━━ Dataset entries

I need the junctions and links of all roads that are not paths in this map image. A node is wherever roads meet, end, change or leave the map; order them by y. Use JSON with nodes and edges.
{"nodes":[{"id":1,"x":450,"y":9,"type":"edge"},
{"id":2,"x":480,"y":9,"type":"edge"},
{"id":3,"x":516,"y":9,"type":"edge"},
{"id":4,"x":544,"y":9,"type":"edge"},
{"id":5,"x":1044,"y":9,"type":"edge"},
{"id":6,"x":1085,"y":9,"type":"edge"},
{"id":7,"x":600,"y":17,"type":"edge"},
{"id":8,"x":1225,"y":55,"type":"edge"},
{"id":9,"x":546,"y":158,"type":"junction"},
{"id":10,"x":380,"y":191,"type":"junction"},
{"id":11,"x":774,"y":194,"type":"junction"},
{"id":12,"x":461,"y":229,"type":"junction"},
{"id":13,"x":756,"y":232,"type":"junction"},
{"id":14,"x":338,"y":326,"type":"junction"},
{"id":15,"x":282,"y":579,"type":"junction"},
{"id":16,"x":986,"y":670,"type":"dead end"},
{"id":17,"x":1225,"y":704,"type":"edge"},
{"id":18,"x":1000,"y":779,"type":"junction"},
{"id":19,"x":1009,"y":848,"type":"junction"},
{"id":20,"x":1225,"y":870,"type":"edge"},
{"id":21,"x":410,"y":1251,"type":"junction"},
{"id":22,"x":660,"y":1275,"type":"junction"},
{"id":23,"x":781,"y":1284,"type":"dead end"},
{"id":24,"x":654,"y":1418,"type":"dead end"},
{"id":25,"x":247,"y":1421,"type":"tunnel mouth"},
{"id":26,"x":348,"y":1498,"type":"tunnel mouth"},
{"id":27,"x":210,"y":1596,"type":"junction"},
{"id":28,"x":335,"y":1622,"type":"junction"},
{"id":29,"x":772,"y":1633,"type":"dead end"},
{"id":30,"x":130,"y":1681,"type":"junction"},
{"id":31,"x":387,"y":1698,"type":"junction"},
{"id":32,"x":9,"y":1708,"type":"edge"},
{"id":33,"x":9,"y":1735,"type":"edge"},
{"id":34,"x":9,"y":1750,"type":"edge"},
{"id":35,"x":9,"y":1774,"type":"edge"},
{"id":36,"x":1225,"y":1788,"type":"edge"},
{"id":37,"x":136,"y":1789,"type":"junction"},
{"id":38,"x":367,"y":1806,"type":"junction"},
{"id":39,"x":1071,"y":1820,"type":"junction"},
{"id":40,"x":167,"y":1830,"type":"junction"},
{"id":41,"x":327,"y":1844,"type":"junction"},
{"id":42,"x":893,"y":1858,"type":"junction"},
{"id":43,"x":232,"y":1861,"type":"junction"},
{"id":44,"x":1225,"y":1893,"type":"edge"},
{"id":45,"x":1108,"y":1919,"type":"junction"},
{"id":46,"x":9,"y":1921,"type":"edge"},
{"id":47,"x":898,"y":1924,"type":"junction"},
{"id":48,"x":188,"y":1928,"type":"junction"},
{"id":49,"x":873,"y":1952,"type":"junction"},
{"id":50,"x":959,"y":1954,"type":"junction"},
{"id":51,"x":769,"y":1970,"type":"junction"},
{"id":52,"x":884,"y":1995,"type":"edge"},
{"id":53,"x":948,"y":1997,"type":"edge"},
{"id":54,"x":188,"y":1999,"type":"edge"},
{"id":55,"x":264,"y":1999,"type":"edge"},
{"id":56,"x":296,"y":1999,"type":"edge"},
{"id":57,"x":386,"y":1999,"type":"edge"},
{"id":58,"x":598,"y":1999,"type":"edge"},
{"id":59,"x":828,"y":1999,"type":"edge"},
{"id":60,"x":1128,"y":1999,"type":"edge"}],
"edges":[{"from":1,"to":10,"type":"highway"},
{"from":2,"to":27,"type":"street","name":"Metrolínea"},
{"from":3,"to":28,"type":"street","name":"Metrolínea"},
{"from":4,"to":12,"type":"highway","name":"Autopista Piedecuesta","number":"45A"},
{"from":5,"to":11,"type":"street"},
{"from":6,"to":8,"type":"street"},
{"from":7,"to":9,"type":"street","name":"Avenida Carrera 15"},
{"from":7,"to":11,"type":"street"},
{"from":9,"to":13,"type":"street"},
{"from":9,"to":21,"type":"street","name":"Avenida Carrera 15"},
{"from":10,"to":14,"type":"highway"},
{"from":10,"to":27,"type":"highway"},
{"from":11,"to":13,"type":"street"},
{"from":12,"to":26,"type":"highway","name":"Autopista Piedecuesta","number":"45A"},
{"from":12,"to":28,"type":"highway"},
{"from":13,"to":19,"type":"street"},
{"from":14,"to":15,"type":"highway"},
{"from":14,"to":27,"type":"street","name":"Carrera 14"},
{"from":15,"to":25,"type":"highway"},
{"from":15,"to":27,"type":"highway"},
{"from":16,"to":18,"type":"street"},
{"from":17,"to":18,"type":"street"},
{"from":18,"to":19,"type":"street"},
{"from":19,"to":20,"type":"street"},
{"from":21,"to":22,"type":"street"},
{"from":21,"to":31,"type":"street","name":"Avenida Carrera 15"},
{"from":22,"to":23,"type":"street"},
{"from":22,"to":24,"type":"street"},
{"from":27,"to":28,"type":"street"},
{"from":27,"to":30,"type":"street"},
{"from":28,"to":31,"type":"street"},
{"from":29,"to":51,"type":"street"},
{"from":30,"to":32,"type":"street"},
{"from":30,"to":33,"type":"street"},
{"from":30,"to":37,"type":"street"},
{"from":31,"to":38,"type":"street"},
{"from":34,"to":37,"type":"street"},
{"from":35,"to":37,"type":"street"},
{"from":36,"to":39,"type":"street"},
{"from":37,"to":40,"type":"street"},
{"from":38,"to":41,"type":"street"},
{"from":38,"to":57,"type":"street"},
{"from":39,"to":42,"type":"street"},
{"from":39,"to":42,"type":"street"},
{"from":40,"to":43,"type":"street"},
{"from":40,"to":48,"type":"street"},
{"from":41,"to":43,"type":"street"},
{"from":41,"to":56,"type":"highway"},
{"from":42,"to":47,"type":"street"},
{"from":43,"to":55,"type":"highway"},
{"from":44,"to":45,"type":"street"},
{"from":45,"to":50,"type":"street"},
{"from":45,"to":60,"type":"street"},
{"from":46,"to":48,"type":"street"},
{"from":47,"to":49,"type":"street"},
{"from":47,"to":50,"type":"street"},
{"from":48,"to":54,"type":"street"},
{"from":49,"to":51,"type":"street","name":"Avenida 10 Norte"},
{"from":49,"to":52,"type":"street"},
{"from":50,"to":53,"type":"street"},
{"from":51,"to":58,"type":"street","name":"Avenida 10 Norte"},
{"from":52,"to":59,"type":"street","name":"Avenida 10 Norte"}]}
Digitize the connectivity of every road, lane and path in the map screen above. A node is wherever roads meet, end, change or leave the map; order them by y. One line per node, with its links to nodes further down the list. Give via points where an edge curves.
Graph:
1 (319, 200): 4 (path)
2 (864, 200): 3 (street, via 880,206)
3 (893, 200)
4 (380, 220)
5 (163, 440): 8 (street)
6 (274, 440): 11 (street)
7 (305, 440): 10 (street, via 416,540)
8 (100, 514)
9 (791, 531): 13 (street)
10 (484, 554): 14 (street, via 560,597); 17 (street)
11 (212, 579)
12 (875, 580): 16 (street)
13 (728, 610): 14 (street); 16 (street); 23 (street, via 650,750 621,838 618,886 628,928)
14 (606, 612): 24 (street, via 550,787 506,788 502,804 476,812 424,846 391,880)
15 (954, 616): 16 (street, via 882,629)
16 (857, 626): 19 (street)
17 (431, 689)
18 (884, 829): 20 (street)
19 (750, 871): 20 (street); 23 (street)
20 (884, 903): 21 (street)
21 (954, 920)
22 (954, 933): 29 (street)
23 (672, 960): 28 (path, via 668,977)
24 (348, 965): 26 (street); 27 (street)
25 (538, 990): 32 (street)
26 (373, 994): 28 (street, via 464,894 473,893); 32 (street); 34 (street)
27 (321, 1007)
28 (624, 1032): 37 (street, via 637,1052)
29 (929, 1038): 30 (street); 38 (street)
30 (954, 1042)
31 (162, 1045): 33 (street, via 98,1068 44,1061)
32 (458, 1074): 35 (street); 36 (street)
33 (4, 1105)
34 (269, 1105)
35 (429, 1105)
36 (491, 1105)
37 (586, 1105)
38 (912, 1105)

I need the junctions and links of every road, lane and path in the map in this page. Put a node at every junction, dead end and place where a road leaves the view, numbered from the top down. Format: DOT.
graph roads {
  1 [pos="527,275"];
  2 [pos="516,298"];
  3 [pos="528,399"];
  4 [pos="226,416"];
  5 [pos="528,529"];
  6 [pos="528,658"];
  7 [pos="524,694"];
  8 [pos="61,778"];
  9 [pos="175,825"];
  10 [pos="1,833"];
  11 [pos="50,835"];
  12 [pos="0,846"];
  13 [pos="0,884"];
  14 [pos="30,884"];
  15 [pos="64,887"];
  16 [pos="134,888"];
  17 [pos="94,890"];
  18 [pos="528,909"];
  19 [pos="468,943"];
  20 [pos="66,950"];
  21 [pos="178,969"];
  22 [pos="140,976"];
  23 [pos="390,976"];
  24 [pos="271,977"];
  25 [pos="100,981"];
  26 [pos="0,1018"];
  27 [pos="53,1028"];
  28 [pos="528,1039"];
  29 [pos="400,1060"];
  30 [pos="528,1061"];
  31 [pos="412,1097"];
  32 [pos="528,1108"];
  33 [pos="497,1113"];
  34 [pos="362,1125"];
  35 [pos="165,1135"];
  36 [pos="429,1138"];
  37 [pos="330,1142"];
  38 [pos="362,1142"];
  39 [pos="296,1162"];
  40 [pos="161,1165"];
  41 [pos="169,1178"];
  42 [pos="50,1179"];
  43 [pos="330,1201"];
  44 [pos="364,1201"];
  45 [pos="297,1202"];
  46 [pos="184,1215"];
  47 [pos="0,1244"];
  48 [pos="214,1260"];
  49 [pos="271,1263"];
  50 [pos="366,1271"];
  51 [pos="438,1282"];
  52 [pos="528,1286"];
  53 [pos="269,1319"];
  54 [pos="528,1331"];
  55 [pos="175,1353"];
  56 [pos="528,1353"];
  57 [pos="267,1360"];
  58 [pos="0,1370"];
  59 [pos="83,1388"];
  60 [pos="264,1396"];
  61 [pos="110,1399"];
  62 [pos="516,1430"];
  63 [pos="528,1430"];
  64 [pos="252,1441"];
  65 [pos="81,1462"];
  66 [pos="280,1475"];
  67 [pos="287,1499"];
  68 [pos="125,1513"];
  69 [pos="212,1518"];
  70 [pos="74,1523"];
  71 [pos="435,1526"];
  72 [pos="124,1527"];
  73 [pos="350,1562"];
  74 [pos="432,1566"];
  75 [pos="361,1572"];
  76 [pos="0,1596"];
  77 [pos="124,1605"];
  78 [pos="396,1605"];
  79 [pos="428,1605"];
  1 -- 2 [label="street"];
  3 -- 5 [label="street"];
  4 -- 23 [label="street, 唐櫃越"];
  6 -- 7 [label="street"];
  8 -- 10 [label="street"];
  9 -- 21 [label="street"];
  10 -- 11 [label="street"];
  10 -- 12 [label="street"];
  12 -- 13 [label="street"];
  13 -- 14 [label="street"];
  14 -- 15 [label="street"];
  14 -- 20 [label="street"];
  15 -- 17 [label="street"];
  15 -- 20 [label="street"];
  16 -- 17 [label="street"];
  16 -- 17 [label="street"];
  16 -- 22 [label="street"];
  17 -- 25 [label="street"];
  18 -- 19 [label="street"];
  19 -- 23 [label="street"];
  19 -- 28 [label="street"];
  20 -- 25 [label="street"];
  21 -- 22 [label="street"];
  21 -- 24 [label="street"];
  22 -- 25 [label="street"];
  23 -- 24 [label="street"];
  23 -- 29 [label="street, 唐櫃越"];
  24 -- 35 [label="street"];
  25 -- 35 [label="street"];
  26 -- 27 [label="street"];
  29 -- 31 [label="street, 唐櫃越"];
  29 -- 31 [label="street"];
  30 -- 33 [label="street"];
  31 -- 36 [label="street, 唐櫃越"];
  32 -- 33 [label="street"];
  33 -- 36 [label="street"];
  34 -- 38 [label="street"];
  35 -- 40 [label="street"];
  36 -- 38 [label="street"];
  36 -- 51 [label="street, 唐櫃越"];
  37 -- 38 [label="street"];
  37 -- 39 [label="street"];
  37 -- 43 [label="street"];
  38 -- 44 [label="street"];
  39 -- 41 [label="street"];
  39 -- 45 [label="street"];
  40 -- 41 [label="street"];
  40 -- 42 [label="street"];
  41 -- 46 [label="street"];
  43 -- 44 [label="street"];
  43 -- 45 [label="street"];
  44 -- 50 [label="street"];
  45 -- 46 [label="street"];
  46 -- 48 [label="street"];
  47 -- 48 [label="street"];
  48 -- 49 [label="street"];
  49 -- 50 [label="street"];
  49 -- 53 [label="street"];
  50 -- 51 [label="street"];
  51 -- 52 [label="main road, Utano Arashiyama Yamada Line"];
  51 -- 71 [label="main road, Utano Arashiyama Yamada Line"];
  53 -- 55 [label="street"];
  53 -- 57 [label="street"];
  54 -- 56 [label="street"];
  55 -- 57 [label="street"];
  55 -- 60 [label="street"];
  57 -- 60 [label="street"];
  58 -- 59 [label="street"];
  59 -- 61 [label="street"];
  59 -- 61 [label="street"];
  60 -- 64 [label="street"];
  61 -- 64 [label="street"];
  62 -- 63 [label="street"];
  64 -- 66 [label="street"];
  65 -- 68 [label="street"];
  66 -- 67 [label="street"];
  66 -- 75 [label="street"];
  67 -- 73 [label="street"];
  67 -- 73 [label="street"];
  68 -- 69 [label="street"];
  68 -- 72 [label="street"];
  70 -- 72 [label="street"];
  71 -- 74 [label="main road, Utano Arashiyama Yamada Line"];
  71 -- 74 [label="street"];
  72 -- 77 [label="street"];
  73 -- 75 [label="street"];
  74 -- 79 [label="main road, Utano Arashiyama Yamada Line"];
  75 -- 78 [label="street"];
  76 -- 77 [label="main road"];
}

━━━━

What to produce
Make a tally of the lines in this data that include the string "Metrolínea", and answer with that tally alone.

Result of this task
2